WORK REQUIRED —
Each line of the data should be given again exactly.
######
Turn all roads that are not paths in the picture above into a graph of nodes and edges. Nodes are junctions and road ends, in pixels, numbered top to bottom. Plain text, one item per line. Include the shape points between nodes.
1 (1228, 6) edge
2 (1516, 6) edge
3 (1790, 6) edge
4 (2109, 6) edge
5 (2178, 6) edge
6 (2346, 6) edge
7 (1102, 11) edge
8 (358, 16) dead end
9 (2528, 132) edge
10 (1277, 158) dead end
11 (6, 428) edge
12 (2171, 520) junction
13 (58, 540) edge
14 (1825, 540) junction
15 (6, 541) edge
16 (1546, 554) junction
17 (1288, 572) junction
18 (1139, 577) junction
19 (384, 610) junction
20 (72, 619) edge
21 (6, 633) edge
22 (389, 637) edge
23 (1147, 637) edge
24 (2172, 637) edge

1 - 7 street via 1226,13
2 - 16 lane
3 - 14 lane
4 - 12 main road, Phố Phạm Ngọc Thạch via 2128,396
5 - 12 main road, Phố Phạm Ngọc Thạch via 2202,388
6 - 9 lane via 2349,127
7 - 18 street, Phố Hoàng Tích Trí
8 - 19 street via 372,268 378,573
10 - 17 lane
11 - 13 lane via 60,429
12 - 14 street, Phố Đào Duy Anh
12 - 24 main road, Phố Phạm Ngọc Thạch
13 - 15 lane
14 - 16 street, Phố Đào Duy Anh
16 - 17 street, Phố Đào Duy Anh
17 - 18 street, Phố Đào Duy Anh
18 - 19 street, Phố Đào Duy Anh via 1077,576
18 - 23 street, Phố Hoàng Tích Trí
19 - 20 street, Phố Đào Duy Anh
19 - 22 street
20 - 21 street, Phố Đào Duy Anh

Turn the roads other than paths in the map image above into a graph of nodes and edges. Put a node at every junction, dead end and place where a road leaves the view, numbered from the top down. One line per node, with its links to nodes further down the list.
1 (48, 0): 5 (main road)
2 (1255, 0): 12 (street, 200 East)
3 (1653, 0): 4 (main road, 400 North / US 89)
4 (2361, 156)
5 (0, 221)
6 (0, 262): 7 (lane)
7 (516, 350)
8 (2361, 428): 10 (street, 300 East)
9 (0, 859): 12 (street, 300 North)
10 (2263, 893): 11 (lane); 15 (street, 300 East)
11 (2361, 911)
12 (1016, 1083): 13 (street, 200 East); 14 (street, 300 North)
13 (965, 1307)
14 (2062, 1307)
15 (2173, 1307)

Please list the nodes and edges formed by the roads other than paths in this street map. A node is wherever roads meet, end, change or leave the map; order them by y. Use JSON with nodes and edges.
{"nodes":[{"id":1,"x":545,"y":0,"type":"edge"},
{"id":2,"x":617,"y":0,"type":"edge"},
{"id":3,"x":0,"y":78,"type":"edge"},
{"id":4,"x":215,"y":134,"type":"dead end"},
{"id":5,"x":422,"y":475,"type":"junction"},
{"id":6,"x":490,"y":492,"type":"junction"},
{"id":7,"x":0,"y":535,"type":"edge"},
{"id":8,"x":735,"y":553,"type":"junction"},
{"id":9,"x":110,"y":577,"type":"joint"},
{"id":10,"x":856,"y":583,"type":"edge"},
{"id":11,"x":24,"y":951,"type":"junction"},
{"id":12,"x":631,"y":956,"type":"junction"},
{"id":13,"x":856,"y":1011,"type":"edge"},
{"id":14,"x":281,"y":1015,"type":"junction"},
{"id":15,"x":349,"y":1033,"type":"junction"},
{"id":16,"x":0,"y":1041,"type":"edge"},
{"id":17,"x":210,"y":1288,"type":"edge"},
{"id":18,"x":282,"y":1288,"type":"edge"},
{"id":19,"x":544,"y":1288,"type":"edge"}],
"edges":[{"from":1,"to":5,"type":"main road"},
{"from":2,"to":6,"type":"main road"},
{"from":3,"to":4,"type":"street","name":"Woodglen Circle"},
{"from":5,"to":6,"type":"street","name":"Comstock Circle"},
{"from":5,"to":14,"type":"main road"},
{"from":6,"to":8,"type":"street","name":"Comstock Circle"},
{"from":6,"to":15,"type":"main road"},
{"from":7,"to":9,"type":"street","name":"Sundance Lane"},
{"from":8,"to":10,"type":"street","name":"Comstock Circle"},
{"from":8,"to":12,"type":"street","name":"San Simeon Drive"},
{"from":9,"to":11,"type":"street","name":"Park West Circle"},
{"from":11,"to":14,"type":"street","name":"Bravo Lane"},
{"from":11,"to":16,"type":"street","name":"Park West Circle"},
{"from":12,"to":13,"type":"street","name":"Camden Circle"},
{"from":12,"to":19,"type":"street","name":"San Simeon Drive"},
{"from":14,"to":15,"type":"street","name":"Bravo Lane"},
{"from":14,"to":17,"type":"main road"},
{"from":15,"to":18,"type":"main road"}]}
######
TASK RESPONSE —
Turn all roads that are not paths in the picture above into a graph of nodes and edges. Nodes are junctions and road ends, in pixels, numbered top to bottom. Plain text, one item per line. Include the shape points between nodes.
1 (1228, 6) edge
2 (1516, 6) edge
3 (1790, 6) edge
4 (2109, 6) edge
5 (2178, 6) edge
6 (2346, 6) edge
7 (1102, 11) edge
8 (358, 16) dead end
9 (2528, 132) edge
10 (1277, 158) dead end
11 (6, 428) edge
12 (2171, 520) junction
13 (58, 540) edge
14 (1825, 540) junction
15 (6, 541) edge
16 (1546, 554) junction
17 (1288, 572) junction
18 (1139, 577) junction
19 (384, 610) junction
20 (72, 619) edge
21 (6, 633) edge
22 (389, 637) edge
23 (1147, 637) edge
24 (2172, 637) edge

1 - 7 street via 1226,13
2 - 16 lane
3 - 14 lane
4 - 12 main road, Phố Phạm Ngọc Thạch via 2128,396
5 - 12 main road, Phố Phạm Ngọc Thạch via 2202,388
6 - 9 lane via 2349,127
7 - 18 street, Phố Hoàng Tích Trí
8 - 19 street via 372,268 378,573
10 - 17 lane
11 - 13 lane via 60,429
12 - 14 street, Phố Đào Duy Anh
12 - 24 main road, Phố Phạm Ngọc Thạch
13 - 15 lane
14 - 16 street, Phố Đào Duy Anh
16 - 17 street, Phố Đào Duy Anh
17 - 18 street, Phố Đào Duy Anh
18 - 19 street, Phố Đào Duy Anh via 1077,576
18 - 23 street, Phố Hoàng Tích Trí
19 - 20 street, Phố Đào Duy Anh
19 - 22 street
20 - 21 street, Phố Đào Duy Anh

Turn the roads other than paths in the map image above into a graph of nodes and edges. Put a node at every junction, dead end and place where a road leaves the view, numbered from the top down. One line per node, with its links to nodes further down the list.
1 (48, 0): 5 (main road)
2 (1255, 0): 12 (street, 200 East)
3 (1653, 0): 4 (main road, 400 North / US 89)
4 (2361, 156)
5 (0, 221)
6 (0, 262): 7 (lane)
7 (516, 350)
8 (2361, 428): 10 (street, 300 East)
9 (0, 859): 12 (street, 300 North)
10 (2263, 893): 11 (lane); 15 (street, 300 East)
11 (2361, 911)
12 (1016, 1083): 13 (street, 200 East); 14 (street, 300 North)
13 (965, 1307)
14 (2062, 1307)
15 (2173, 1307)

Please list the nodes and edges formed by the roads other than paths in this street map. A node is wherever roads meet, end, change or leave the map; order them by y. Use JSON with nodes and edges.
{"nodes":[{"id":1,"x":545,"y":0,"type":"edge"},
{"id":2,"x":617,"y":0,"type":"edge"},
{"id":3,"x":0,"y":78,"type":"edge"},
{"id":4,"x":215,"y":134,"type":"dead end"},
{"id":5,"x":422,"y":475,"type":"junction"},
{"id":6,"x":490,"y":492,"type":"junction"},
{"id":7,"x":0,"y":535,"type":"edge"},
{"id":8,"x":735,"y":553,"type":"junction"},
{"id":9,"x":110,"y":577,"type":"joint"},
{"id":10,"x":856,"y":583,"type":"edge"},
{"id":11,"x":24,"y":951,"type":"junction"},
{"id":12,"x":631,"y":956,"type":"junction"},
{"id":13,"x":856,"y":1011,"type":"edge"},
{"id":14,"x":281,"y":1015,"type":"junction"},
{"id":15,"x":349,"y":1033,"type":"junction"},
{"id":16,"x":0,"y":1041,"type":"edge"},
{"id":17,"x":210,"y":1288,"type":"edge"},
{"id":18,"x":282,"y":1288,"type":"edge"},
{"id":19,"x":544,"y":1288,"type":"edge"}],
"edges":[{"from":1,"to":5,"type":"main road"},
{"from":2,"to":6,"type":"main road"},
{"from":3,"to":4,"type":"street","name":"Woodglen Circle"},
{"from":5,"to":6,"type":"street","name":"Comstock Circle"},
{"from":5,"to":14,"type":"main road"},
{"from":6,"to":8,"type":"street","name":"Comstock Circle"},
{"from":6,"to":15,"type":"main road"},
{"from":7,"to":9,"type":"street","name":"Sundance Lane"},
{"from":8,"to":10,"type":"street","name":"Comstock Circle"},
{"from":8,"to":12,"type":"street","name":"San Simeon Drive"},
{"from":9,"to":11,"type":"street","name":"Park West Circle"},
{"from":11,"to":14,"type":"street","name":"Bravo Lane"},
{"from":11,"to":16,"type":"street","name":"Park West Circle"},
{"from":12,"to":13,"type":"street","name":"Camden Circle"},
{"from":12,"to":19,"type":"street","name":"San Simeon Drive"},
{"from":14,"to":15,"type":"street","name":"Bravo Lane"},
{"from":14,"to":17,"type":"main road"},
{"from":15,"to":18,"type":"main road"}]}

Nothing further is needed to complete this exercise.